Discourse Organization in Literary and Journalistic Prose

Intermediate and advanced learners are taught to use explicit connectors: sin embargo, por lo tanto, en primer lugar, además. These are essential tools, and they will serve you well in structured arguments and academic essays. But if you read a novel by Gabriel Garcia Marquez, an editorial in El Pais, or a long-form piece in Gatopardo, you will notice something striking: the best written Spanish often achieves cohesion without visible connectors. The transitions are seamless, the paragraphs flow, and yet there are remarkably few sin embargos or por otro lados in sight.

This page explores the mechanisms that literary and journalistic prose uses to organize discourse — mechanisms that go beyond connector-based writing and represent the next level of written competence.
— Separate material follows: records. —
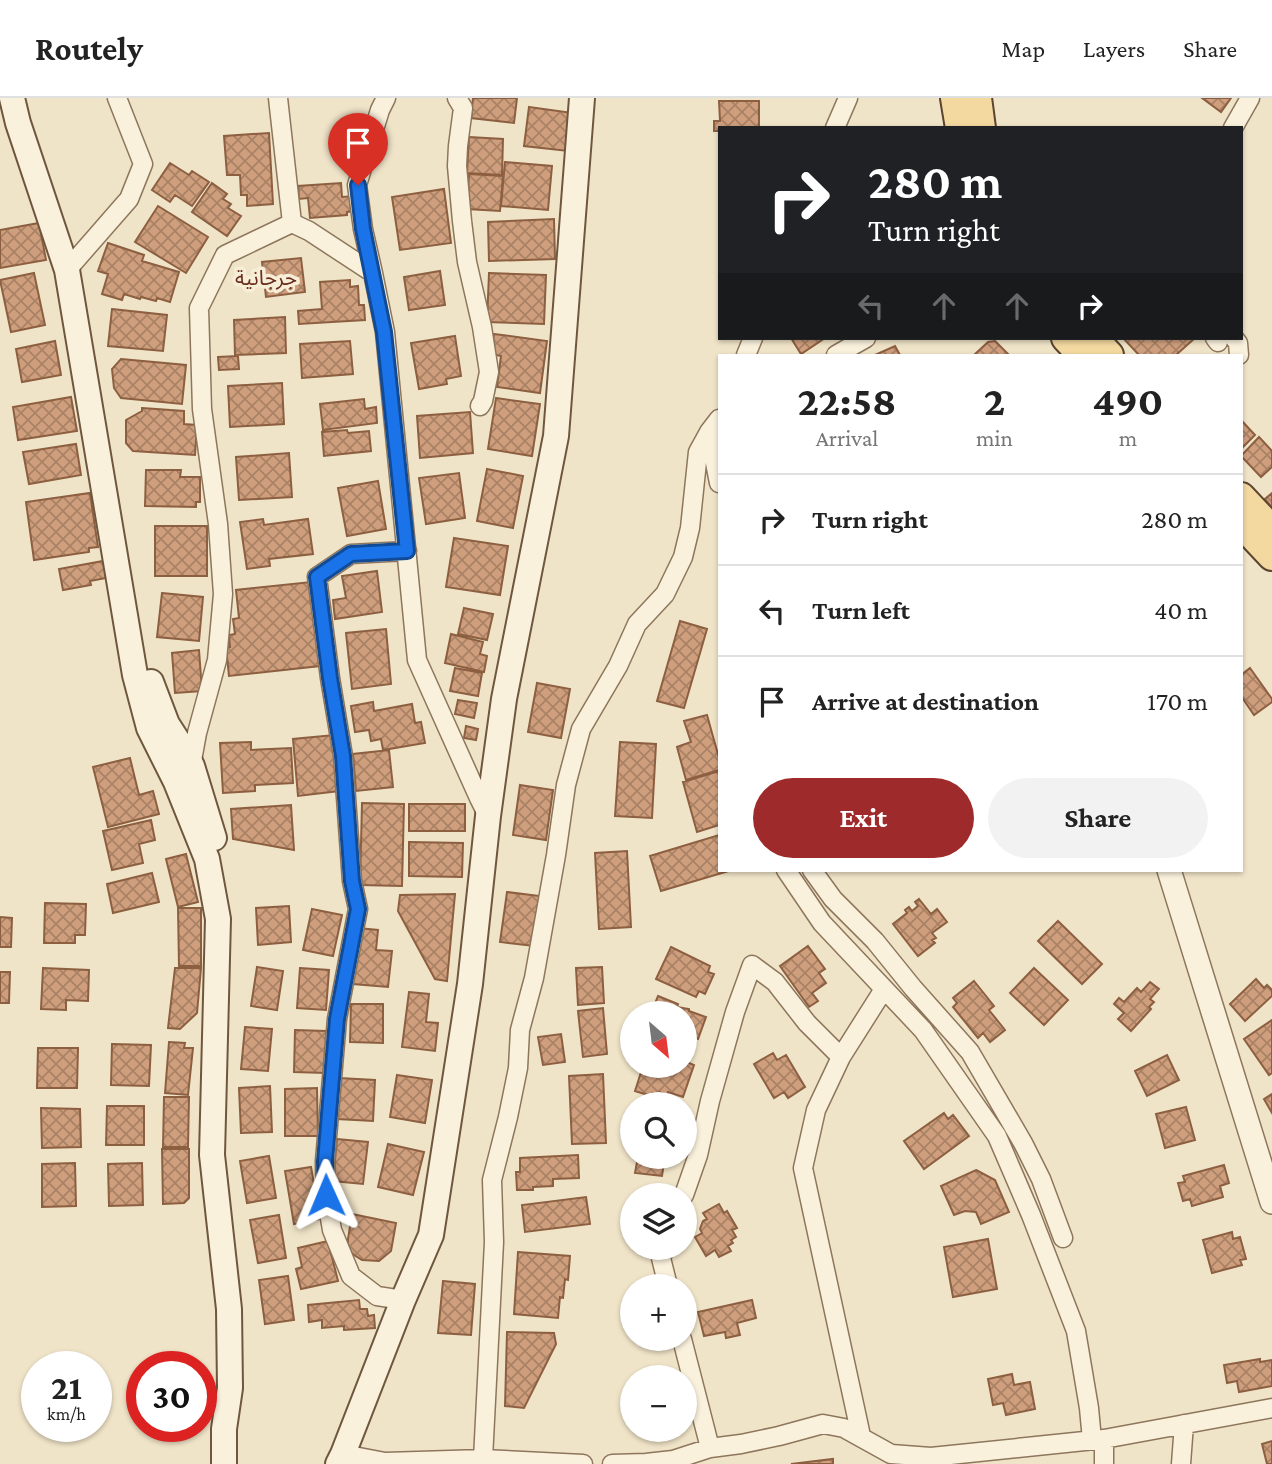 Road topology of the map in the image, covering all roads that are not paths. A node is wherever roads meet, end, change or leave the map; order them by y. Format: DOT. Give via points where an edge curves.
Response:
graph roads {
  1 [pos="12,98"];
  2 [pos="117,98"];
  3 [pos="278,98"];
  4 [pos="386,98"];
  5 [pos="457,98"];
  6 [pos="582,98"];
  7 [pos="848,98"];
  8 [pos="955,98"];
  9 [pos="977,98"];
  10 [pos="1250,98"];
  11 [pos="836,126"];
  12 [pos="960,126"];
  13 [pos="981,126"];
  14 [pos="1235,126"];
  15 [pos="292,223"];
  16 [pos="67,270"];
  17 [pos="373,273"];
  18 [pos="862,340"];
  19 [pos="1227,340"];
  20 [pos="1075,346"];
  21 [pos="838,354"];
  22 [pos="1105,354"];
  23 [pos="1239,354"];
  24 [pos="480,406"];
  25 [pos="714,425"];
  26 [pos="718,472"];
  27 [pos="1243,499"];
  28 [pos="1243,525"];
  29 [pos="1272,530"];
  30 [pos="407,551"];
  31 [pos="1272,556"];
  32 [pos="179,743"];
  33 [pos="488,816"];
  34 [pos="787,872"];
  35 [pos="813,872"];
  36 [pos="1170,872"];
  37 [pos="884,989"];
  38 [pos="841,1057"];
  39 [pos="688,1183"];
  40 [pos="1271,1191"];
  41 [pos="1063,1238"];
  42 [pos="403,1300"];
  43 [pos="684,1351"];
  44 [pos="1272,1408"];
  45 [pos="1184,1424"];
  46 [pos="861,1436"];
  47 [pos="1098,1439"];
  48 [pos="709,1448"];
  49 [pos="483,1458"];
  50 [pos="340,1459"];
  51 [pos="224,1464"];
  52 [pos="583,1464"];
  53 [pos="612,1464"];
  54 [pos="1104,1464"];
  55 [pos="1181,1464"];
  1 -- 16 [label="main road"];
  2 -- 16 [label="street" via="143,164 129,199"];
  3 -- 15 [label="street"];
  4 -- 17 [label="street" via="358,185"];
  5 -- 24 [label="street" via="463,108 457,166 467,262 489,372"];
  6 -- 33 [label="main road" via="556,436 504,699"];
  7 -- 11 [label="street"];
  8 -- 12 [label="main road"];
  9 -- 13 [label="main road"];
  10 -- 14 [label="street"];
  15 -- 17 [label="street"];
  15 -- 32 [label="street" via="225,255 199,308 202,409 223,594 217,660"];
  16 -- 32 [label="main road" via="119,586 147,673"];
  17 -- 30 [label="street" via="384,332"];
  18 -- 21 [label="street"];
  19 -- 23 [label="street" via="1238,343"];
  20 -- 22 [label="main road"];
  25 -- 26 [label="street"];
  25 -- 49 [label="street" via="698,453 683,557 665,594 637,624 581,729 566,785 534,978 520,1030 518,1068 492,1180 494,1241"];
  27 -- 29 [label="main road"];
  28 -- 31 [label="main road"];
  30 -- 33 [label="street" via="417,660"];
  30 -- 42 [label="street" via="351,554 317,577 343,756 358,909 337,1019 326,1195 332,1230 351,1276 377,1296"];
  32 -- 51 [label="main road" via="186,751 184,774 219,854 231,914 232,952 215,1077 212,1155 229,1309 230,1388"];
  33 -- 42 [label="main road" via="470,984 431,1234"];
  34 -- 37 [label="street" via="822,923"];
  35 -- 41 [label="street" via="970,1052 1023,1143"];
  36 -- 40 [label="street"];
  37 -- 38 [label="street"];
  37 -- 47 [label="street" via="923,1030 997,1136 1076,1331"];
  38 -- 39 [label="street" via="775,982 752,965"];
  38 -- 46 [label="street" via="816,1110 803,1168"];
  42 -- 50 [label="main road"];
  43 -- 48 [label="street"];
  44 -- 45 [label="street"];
  45 -- 47 [label="street"];
  45 -- 55 [label="street"];
  46 -- 47 [label="street" via="891,1454 931,1457"];
  46 -- 48 [label="street" via="823,1424"];
  47 -- 54 [label="street"];
  48 -- 53 [label="street" via="673,1460"];
  49 -- 50 [label="street"];
  49 -- 52 [label="street"];
}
The problem with connector-heavy writing

Before exploring the alternatives, it helps to understand why relying heavily on explicit connectors produces prose that feels like student writing:

Primero, el gobierno aprobó la ley. Además, la publicó en el diario oficial. Sin embargo, nadie la cumplió. Por lo tanto, fue necesario reformarla.

First, the government approved the law. Furthermore, it published it in the official gazette. However, nobody obeyed it. Therefore, it was necessary to reform it.

Every sentence is connected, but the writing feels mechanical — a series of signal words announcing each logical turn. Compare:

El gobierno aprobó la ley y la publicó en el diario oficial. Nadie la cumplió. Fue necesario reformarla.

The government approved the law and published it in the official gazette. Nobody obeyed it. It was necessary to reform it.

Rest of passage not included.